The decision came after a protester died Saturday and amid allegations local police are turning a blind eye to attacks by left-wing activists on protesters opposing the planned industrial park in Marxist-ruled West Bengal.
United News of India and residents put the number of protesters killed Saturday at three and 30 injured but the report could not be immediately confirmed.
"Considering the overall situation in West Bengal, the central government has decided to send one battalion (1,000 soldiers) of the Central Reserve Police Force," a federal home ministry spokesman said.
Saturday's violence sparked a fresh exodus of hundreds of frightened families from the lush district of Nandigram, police said.
Analysts say it is part of a turf war between the communists and the opposition Trinamul Congress party, which has made huge political gains in Marxist-ruled West Bengal.

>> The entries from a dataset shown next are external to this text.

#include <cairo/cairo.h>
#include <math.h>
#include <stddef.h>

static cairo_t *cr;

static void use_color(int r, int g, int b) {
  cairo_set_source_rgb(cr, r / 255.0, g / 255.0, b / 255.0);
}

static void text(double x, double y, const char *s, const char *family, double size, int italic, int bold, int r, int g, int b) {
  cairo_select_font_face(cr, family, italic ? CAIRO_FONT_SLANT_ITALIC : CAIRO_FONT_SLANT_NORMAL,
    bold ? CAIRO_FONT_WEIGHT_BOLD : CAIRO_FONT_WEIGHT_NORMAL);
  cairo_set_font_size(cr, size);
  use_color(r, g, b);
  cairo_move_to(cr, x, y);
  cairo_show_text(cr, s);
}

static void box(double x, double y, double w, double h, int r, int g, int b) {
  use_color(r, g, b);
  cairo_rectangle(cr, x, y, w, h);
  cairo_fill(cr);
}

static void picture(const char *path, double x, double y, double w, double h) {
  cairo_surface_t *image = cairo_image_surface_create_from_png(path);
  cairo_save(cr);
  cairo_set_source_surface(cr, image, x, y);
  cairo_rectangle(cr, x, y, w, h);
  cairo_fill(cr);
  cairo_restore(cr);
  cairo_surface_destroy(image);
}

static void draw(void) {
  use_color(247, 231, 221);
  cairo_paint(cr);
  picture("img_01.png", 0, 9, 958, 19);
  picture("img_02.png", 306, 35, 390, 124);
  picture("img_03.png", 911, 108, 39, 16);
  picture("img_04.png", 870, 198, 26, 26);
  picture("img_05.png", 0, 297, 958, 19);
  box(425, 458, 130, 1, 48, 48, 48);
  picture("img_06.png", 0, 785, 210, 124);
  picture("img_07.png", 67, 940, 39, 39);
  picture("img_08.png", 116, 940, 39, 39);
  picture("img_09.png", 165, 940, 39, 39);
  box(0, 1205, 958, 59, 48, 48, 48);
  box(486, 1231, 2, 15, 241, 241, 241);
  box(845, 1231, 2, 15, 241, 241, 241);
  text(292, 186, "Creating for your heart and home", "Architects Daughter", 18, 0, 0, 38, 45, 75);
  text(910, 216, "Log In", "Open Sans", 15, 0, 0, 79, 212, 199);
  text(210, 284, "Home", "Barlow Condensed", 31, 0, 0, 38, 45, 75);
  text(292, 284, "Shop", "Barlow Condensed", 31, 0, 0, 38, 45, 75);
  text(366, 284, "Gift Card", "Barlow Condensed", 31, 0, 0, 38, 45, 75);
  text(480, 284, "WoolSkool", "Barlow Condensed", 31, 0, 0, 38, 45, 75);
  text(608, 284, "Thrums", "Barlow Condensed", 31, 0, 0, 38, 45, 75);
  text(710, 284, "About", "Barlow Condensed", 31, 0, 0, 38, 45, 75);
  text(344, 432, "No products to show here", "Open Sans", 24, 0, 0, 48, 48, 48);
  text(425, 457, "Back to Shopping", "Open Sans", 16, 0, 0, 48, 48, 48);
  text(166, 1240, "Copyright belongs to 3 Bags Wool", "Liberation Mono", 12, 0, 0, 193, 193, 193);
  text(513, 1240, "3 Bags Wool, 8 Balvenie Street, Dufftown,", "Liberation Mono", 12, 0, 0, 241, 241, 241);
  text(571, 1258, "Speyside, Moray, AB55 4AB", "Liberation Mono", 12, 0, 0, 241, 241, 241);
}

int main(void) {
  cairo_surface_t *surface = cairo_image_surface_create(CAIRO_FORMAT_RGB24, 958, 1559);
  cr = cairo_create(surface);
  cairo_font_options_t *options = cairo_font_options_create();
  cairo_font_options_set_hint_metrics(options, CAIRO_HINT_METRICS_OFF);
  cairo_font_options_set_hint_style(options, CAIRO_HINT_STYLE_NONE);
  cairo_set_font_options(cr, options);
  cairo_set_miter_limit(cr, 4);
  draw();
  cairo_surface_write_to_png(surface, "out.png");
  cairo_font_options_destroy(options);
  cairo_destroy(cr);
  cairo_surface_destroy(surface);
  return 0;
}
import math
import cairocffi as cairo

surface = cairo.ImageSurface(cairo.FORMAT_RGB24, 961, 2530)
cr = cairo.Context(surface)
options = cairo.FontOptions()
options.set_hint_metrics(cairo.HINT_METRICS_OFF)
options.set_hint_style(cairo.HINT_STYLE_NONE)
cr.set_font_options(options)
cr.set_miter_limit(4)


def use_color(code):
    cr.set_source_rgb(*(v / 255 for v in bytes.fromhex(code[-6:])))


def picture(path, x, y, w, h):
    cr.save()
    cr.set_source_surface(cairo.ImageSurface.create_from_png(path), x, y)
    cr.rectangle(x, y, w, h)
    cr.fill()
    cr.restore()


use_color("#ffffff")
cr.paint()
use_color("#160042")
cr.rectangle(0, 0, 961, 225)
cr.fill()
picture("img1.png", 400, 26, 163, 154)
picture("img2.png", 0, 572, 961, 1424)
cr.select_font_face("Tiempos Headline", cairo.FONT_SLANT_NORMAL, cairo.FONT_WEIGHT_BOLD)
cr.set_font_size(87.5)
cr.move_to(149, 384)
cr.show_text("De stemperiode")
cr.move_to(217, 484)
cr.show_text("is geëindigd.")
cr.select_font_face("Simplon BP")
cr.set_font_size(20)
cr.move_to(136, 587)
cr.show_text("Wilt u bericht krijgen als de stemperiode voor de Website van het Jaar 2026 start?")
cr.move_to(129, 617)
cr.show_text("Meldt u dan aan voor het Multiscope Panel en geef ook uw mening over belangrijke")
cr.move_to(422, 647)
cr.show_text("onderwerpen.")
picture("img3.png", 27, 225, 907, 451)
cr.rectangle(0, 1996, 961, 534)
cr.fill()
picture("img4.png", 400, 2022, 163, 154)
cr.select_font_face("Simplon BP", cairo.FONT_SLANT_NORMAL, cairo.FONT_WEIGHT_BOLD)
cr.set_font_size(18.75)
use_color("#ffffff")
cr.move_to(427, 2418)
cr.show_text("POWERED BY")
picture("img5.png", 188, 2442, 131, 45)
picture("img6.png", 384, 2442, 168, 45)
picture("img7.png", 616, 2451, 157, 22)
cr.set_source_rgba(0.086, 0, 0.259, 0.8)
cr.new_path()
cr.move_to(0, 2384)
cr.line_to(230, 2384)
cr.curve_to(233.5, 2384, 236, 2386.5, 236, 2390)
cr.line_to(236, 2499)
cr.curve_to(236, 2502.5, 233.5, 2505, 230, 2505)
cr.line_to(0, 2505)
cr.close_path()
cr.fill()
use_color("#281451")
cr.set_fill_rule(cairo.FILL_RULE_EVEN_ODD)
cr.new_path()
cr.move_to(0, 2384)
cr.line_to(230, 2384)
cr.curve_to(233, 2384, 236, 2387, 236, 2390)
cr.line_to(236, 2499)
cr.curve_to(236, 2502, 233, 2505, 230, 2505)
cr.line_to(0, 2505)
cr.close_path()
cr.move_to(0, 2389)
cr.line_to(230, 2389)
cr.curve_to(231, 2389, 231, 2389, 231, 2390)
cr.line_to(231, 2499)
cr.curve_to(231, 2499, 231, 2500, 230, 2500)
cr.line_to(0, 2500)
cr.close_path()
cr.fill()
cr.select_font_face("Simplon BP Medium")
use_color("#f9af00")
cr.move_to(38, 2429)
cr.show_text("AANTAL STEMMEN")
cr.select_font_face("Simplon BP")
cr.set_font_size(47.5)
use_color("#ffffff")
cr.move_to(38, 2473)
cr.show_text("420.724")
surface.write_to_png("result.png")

Since March, 21 people have died in clashes between the Marxists, who want to set up the industrial enclave called a Special Economic Zone (SEZ), and Trinamul-backed villagers who oppose the acquisition of 14,500 acres (5,900 hectares) of land for the park.
Bengal governor Gopalkrishna Gandhi condemned the violence.
"A large number of armed persons from outside Nandigram have forced themselves into villages for territorial assertion," Gandhi said in state capital Kolkata.
"Thousands of villagers have consequently been intimidated into leaving their homes and no government or society can allow a war zone to exist without immediate and effective action," Gandhi said.
India's ruling Congress party urged Bengal's Marxist regime to tackle the growing unrest.
"It's time this human problem is addressed by the state government," party spokesman Abhisekh Sangvi said.
The Marxists, who prop up India's Congress-led coalition government, hope to hand over the land to Indonesia's Salim Group to set up a petrochemical hub.
There are already 149 SEZs in India, employing 41,000 people, and the government hopes they will generate 25 billion dollars' worth of exports in 2008-2009.
Trinamul chief Mamata Banerjee resigned her seat in the national parliament Saturday saying she found the violence "repugnant."
"This Marxist government has crossed all boundaries and I find this politics of bloodshed repugnant," she said.
Kshiti Goswami, a West Bengal state housing minister, also said he was resigning his job to protest the violence.